Como eran tiempos de muchas estrecheces consecuencia de la Guerra y el bloqueo internacional, las cartillas de racionamiento, el estraperlo, la sequía y las malas cosechas, etc., el programa de ferias del Ayuntamiento no pudo ser más reducido, pero aun así y todo, se celebró ese día la clásica corrida de toros en la que intervinieron Conchita Cintrón como rejoneadora y los diestros El Andaluz, Fermín Rivera y Manolo Escudero.
El día amaneció con el consabido paseo de los gigantones que se recorrían la ciudad.

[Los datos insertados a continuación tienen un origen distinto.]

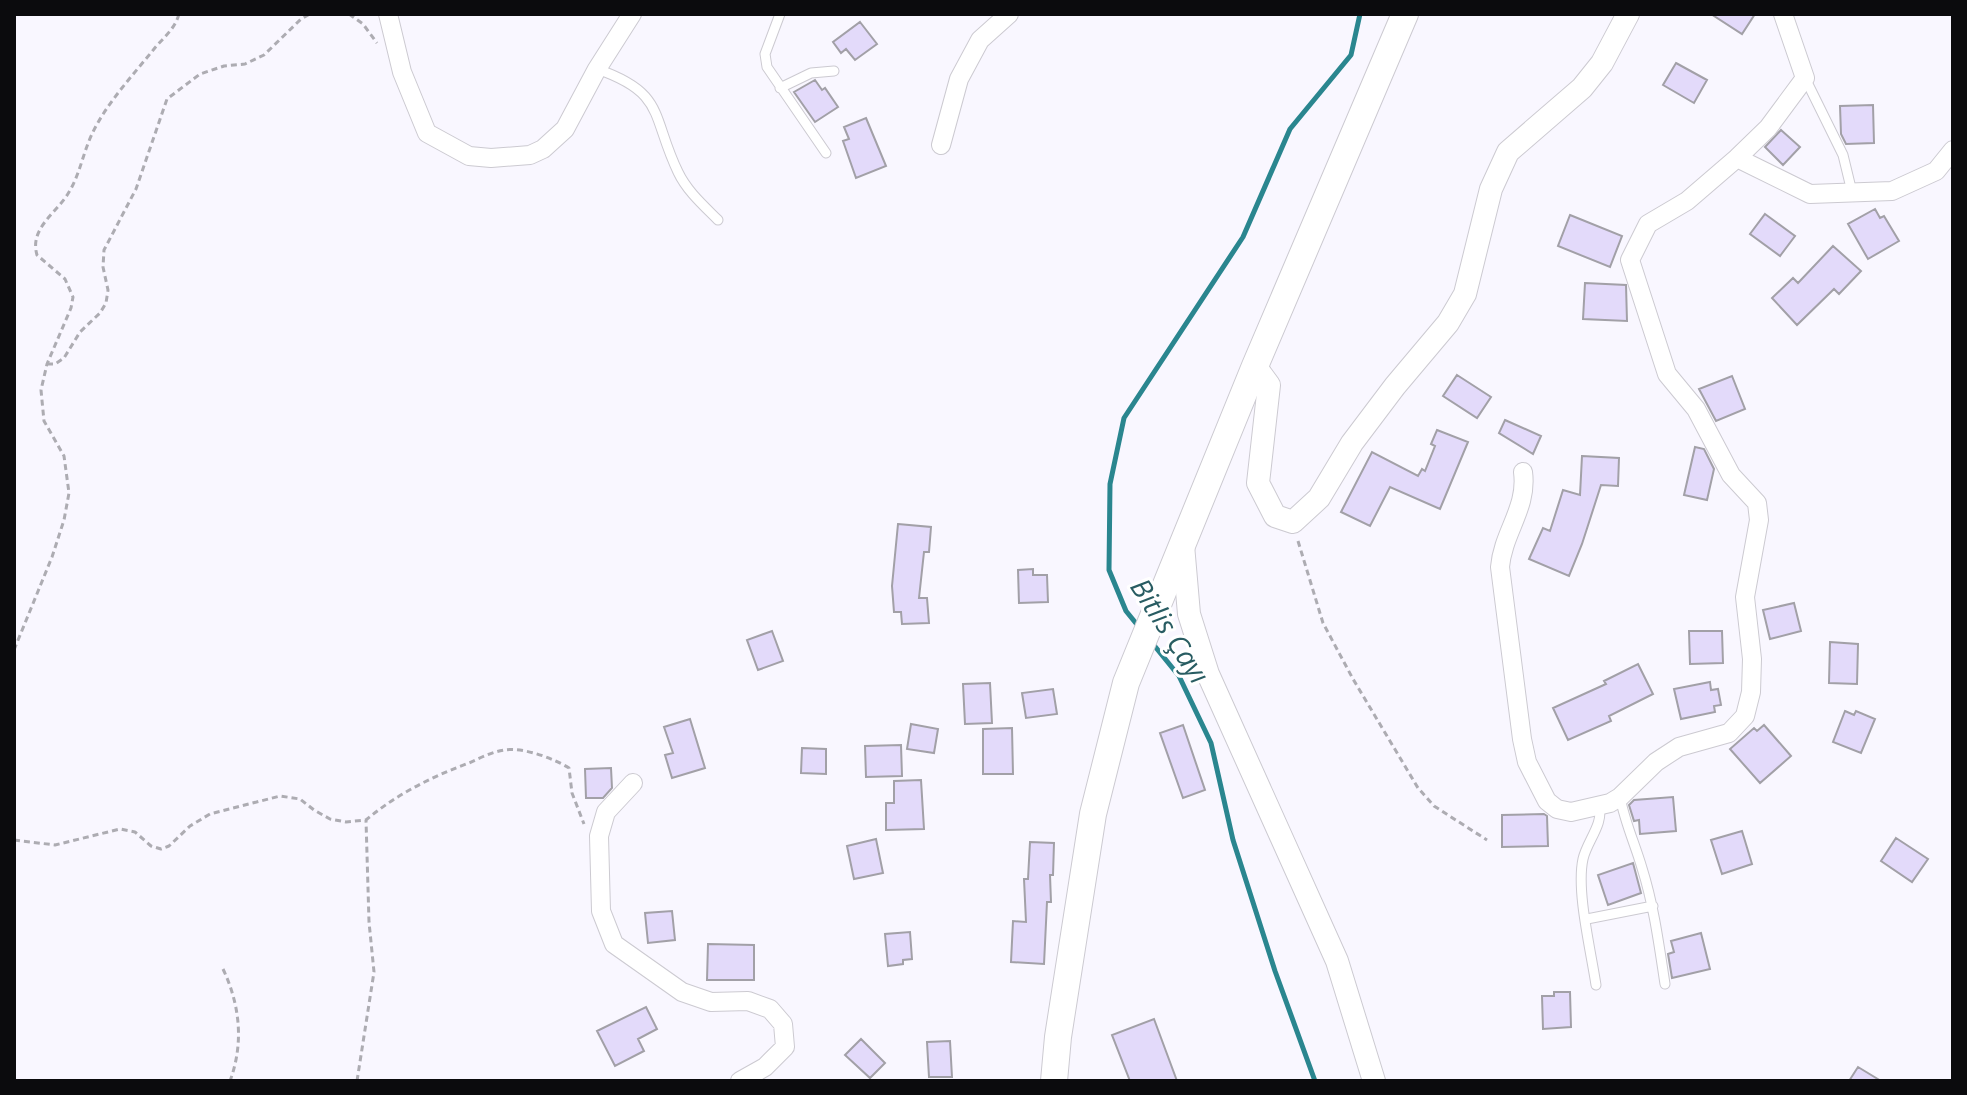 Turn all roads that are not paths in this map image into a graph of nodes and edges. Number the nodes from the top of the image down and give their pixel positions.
1 (388, 14) edge
2 (632, 14) edge
3 (780, 14) edge
4 (1009, 14) edge
5 (1405, 14) edge
6 (1628, 14) edge
7 (1783, 14) edge
8 (597, 69) junction
9 (834, 71) dead end
10 (1805, 78) junction
11 (780, 88) junction
12 (941, 145) dead end
13 (1953, 150) edge
14 (826, 153) dead end
15 (1737, 158) junction
16 (1852, 192) junction
17 (718, 220) dead end
18 (1255, 366) junction
19 (1523, 472) dead end
20 (1183, 545) junction
21 (633, 783) dead end
22 (1620, 797) junction
23 (1599, 806) junction
24 (1653, 906) junction
25 (1587, 919) junction
26 (1665, 984) dead end
27 (1596, 985) dead end
28 (740, 1081) edge
29 (1054, 1081) edge
30 (1374, 1081) edge

1 - 8 street
2 - 8 street
3 - 11 lane
4 - 12 street
5 - 18 main road
6 - 18 street
7 - 10 street
8 - 17 lane
9 - 11 lane
10 - 15 street
10 - 16 lane
11 - 14 lane
13 - 16 street
15 - 16 street
15 - 22 street
18 - 20 main road
19 - 23 street
20 - 29 main road
20 - 30 street
21 - 28 street
22 - 23 street
22 - 24 lane
23 - 25 lane
24 - 25 lane
24 - 26 lane
25 - 27 lane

Eran amenizados con la dulzaina de Silverio (Mariano San Romualdo) y un tamboril. En la comitiva iba una comparsa de unos siete u ocho cabezudos que eran muchachos vestidos con ropa carnavalesca y unas cabezas enormes de cartón piedra tutelados por un diablo. Su característica fundamental era que iban provistos de una zambomba (vejiga de cerdo inflada atada con una cuerda de un metro a un palo a modo de látigo) que les servía para sacudir a los pobres chavales que tenían la osadía de acercarse a ver qué había dentro de los gigantones. Hoy su arma es una mala escoba. Esos gigantones eran y son arrastrados por una persona que va en su interior tapados por las faldas del gigantón y que en las paradas suelen bailar algo así como una jota. Los cabezudos eran el terror de los chavales porque se ensañaban con el incauto que se acercaba. Yo he oído que en otro tiempo salía también la ‘Tarasca’, pero no he llegado a conocer a este personaje. También se dice que Benito San Frutos, el bollero (abuelo de Rafael Cantalejo), salía haciendo la «Casilda», yo se la he visto hacer en otras ocasiones pero no precisamente el día de San Pedro.

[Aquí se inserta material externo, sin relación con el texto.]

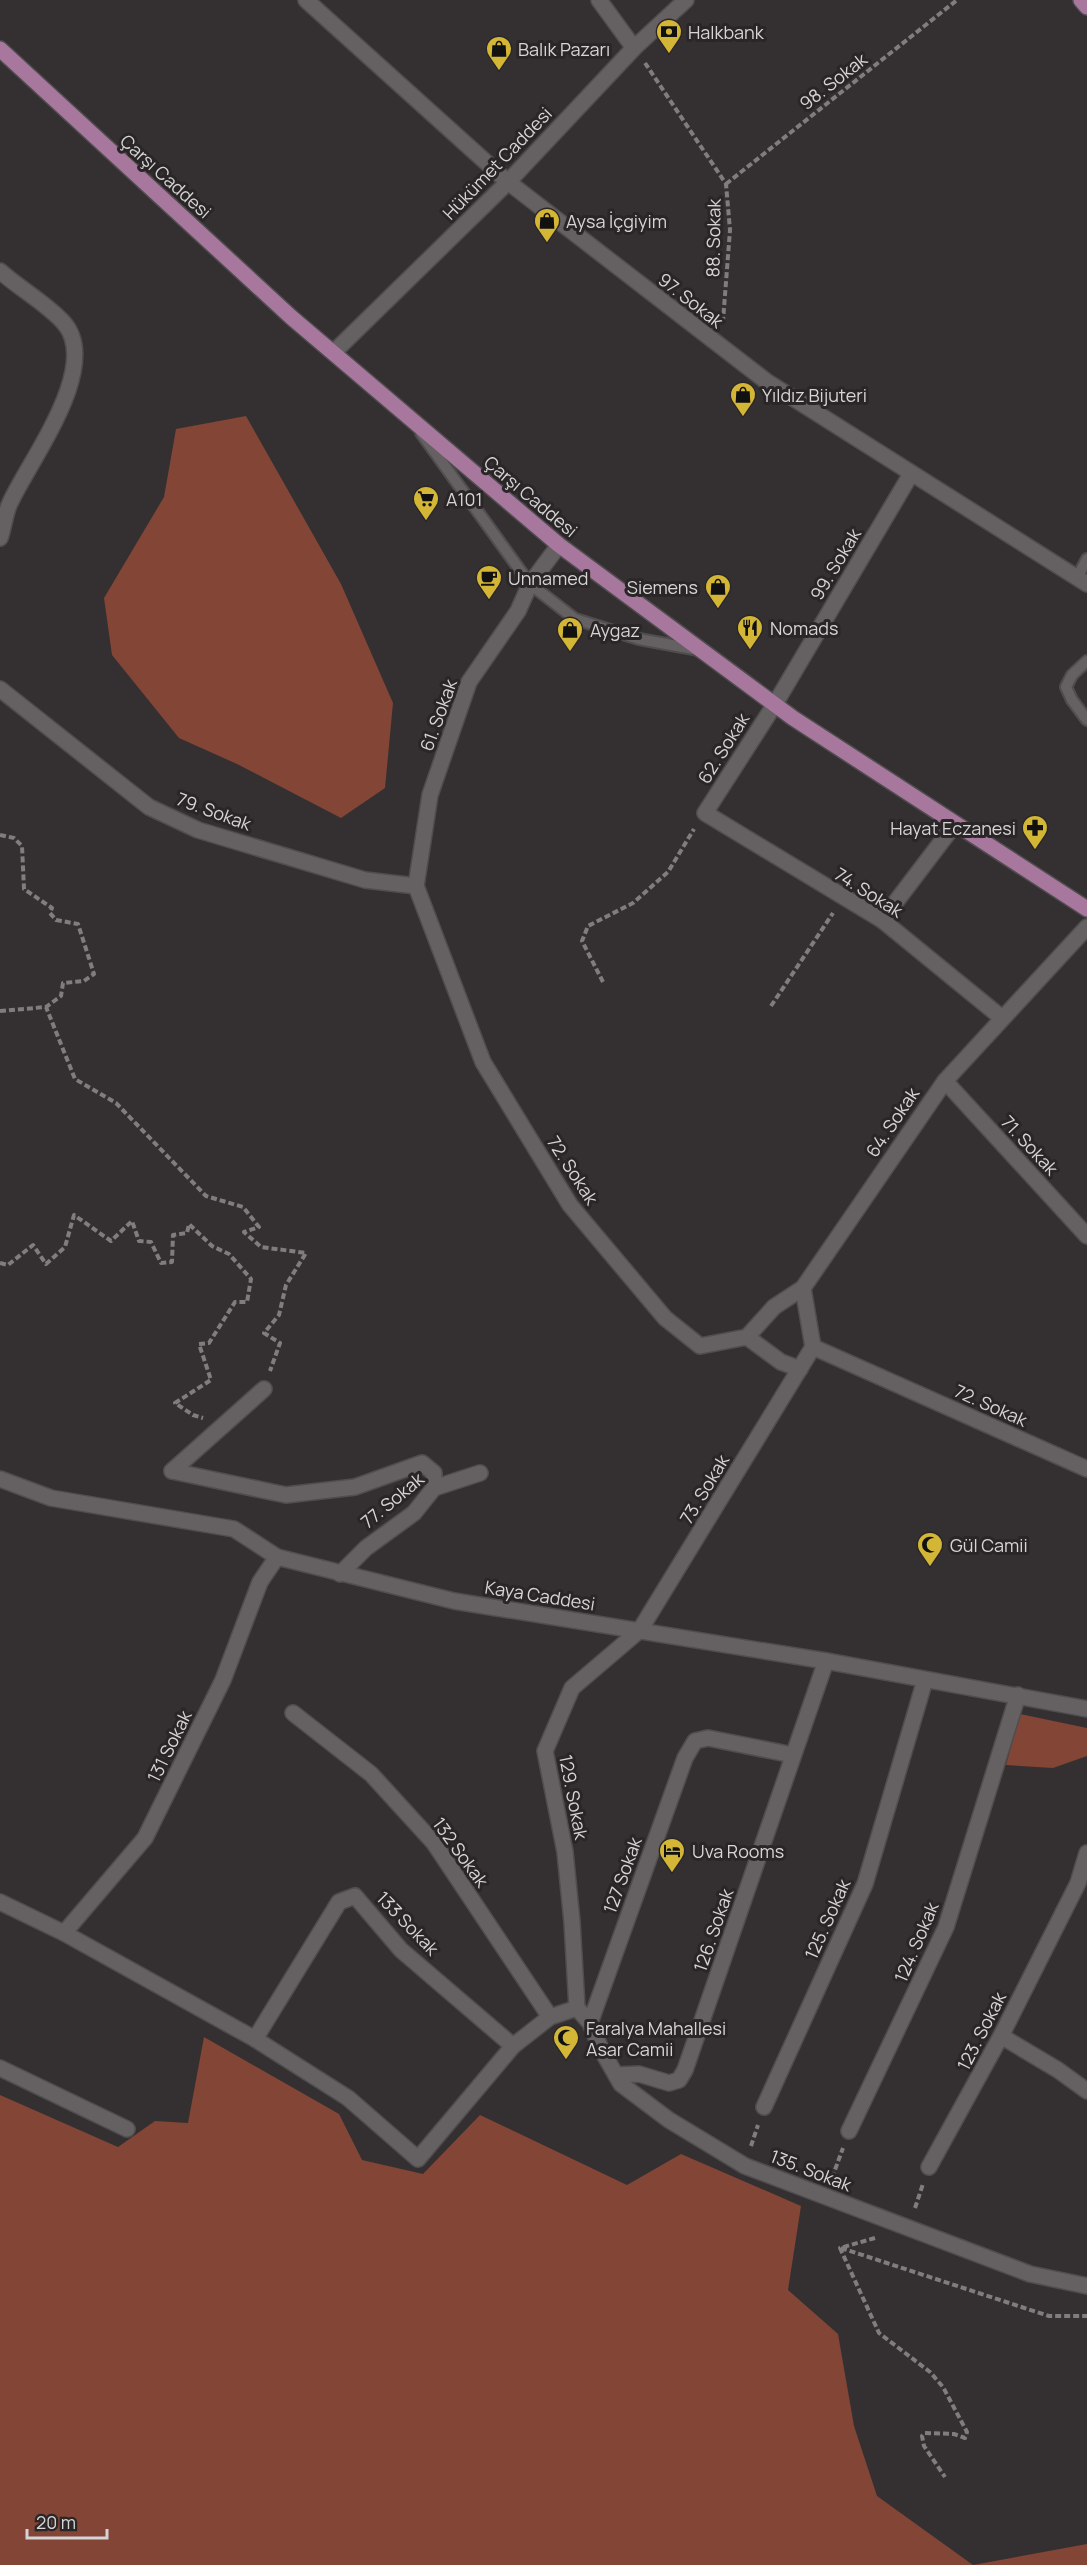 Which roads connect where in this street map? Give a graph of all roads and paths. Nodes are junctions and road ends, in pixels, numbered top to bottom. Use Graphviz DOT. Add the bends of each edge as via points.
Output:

A partir de las diez de la mañana comenzaban a llegar de los pueblos de la provincia los autobuses de línea abarrotados de personal. De Madrid y otros lugares también venía mucha gente generalmente en sus vehículos propios y vendedores ambulantes en ferrocarril para a grito pelado ofrecer su mercancía que podía ser: el célebre ‘Nicanor tocando el tambor’, caramelos y baratijas, bastoncitos de moda, sombreros, corbatas, cortes de traje y algunas otras industrias de medio pelo. También se solían situar en el Azoguejo y Canaleja algunos charlatanes (profesión extinguida) ofreciendo sus célebres cuchillas de afeitar marca Toledo. No faltaban a la cita algunos maleantes que se mezclaban con el gentío para sustraer algún dinero a los pobres incautos distraídos llegados de los pueblos. Aunque los carteristas que venían eran de poca monta yo no vi nunca actuar a trileros, tal vez no venían o no existían.

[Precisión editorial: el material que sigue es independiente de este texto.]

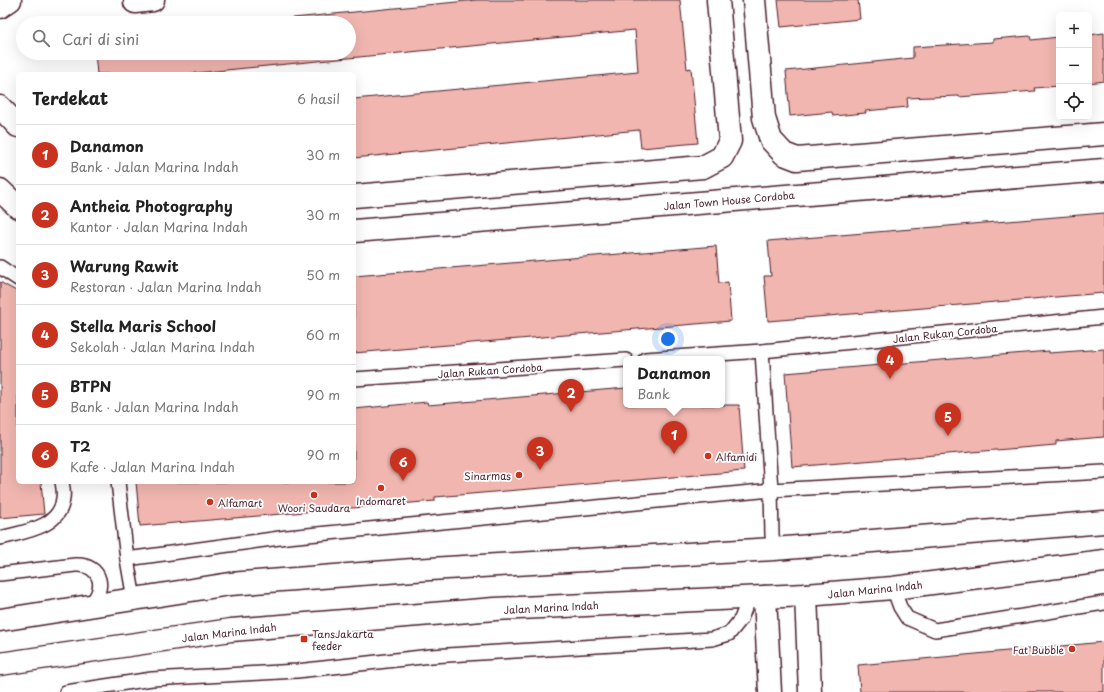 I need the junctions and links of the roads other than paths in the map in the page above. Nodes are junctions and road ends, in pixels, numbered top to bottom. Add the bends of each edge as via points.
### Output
1 (10, 0) edge
2 (718, 0) edge
3 (754, 0) edge
4 (0, 7) edge
5 (0, 107) edge
6 (16, 124) edge
7 (1104, 134) edge
8 (1104, 170) edge
9 (0, 190) edge
10 (356, 196) edge
11 (16, 205) edge
12 (356, 231) edge
13 (0, 267) edge
14 (16, 278) edge
15 (1104, 317) edge
16 (762, 351) junction
17 (689, 356) edge
18 (623, 360) edge
19 (356, 379) edge
20 (1104, 472) edge
21 (62, 484) edge
22 (118, 484) edge
23 (771, 490) junction
24 (1104, 522) edge
25 (0, 538) edge
26 (774, 549) junction
27 (127, 560) junction
28 (1104, 561) edge
29 (0, 574) edge
30 (893, 588) junction
31 (806, 595) junction
32 (757, 598) junction
33 (134, 600) junction
34 (1104, 603) edge
35 (88, 606) junction
36 (0, 620) edge
37 (0, 664) edge
38 (66, 692) edge
39 (770, 692) edge
40 (810, 692) edge

1 - 4 main road
2 - 10 main road via 730,141 722,157 703,168
3 - 7 main road via 764,118 771,140 784,154 797,159
5 - 6 main road
8 - 12 main road, Jalan Town House Cordoba
9 - 11 main road
13 - 14 lane
15 - 16 lane, Jalan Rukan Cordoba
16 - 17 lane, Jalan Rukan Cordoba
16 - 23 lane
18 - 19 lane, Jalan Rukan Cordoba
20 - 23 lane
21 - 25 lane via 63,498 53,518 35,529
22 - 27 lane
23 - 26 lane
23 - 27 lane via 287,537
24 - 26 main road
26 - 33 main road via 413,570 237,584
27 - 33 lane
28 - 30 main road, Jalan Marina Indah
29 - 35 lane via 75,565 88,567 97,574 100,581 98,596
30 - 31 main road, Jalan Marina Indah
30 - 34 lane via 907,618 935,630
31 - 32 main road, Jalan Marina Indah
31 - 40 main road
32 - 37 main road, Jalan Marina Indah via 495,609 231,630
32 - 38 lane via 729,634 712,639 431,656 297,671 152,679
32 - 39 main road
33 - 35 main road
35 - 36 main road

Eran tan abundantes los visitantes que al cabo de unas horas ya estaba Segovia colmatada de personal. En el Azoguejo y calles adyacentes era imposible dar un paso por la acumulación del gentío. Haría falta mucha imaginación para concebir aquella estampa que hoy ya es imposible que se repita. Los restaurantes estaban preparados con menesterosas viandas de la época para hacer su agosto, ya que se decía que ese día hacían la mayor caja del año. No faltaba el cochinillo y el lechazo, ambos asados por los panaderos ya que los restaurantes, entonces, no tenían horno.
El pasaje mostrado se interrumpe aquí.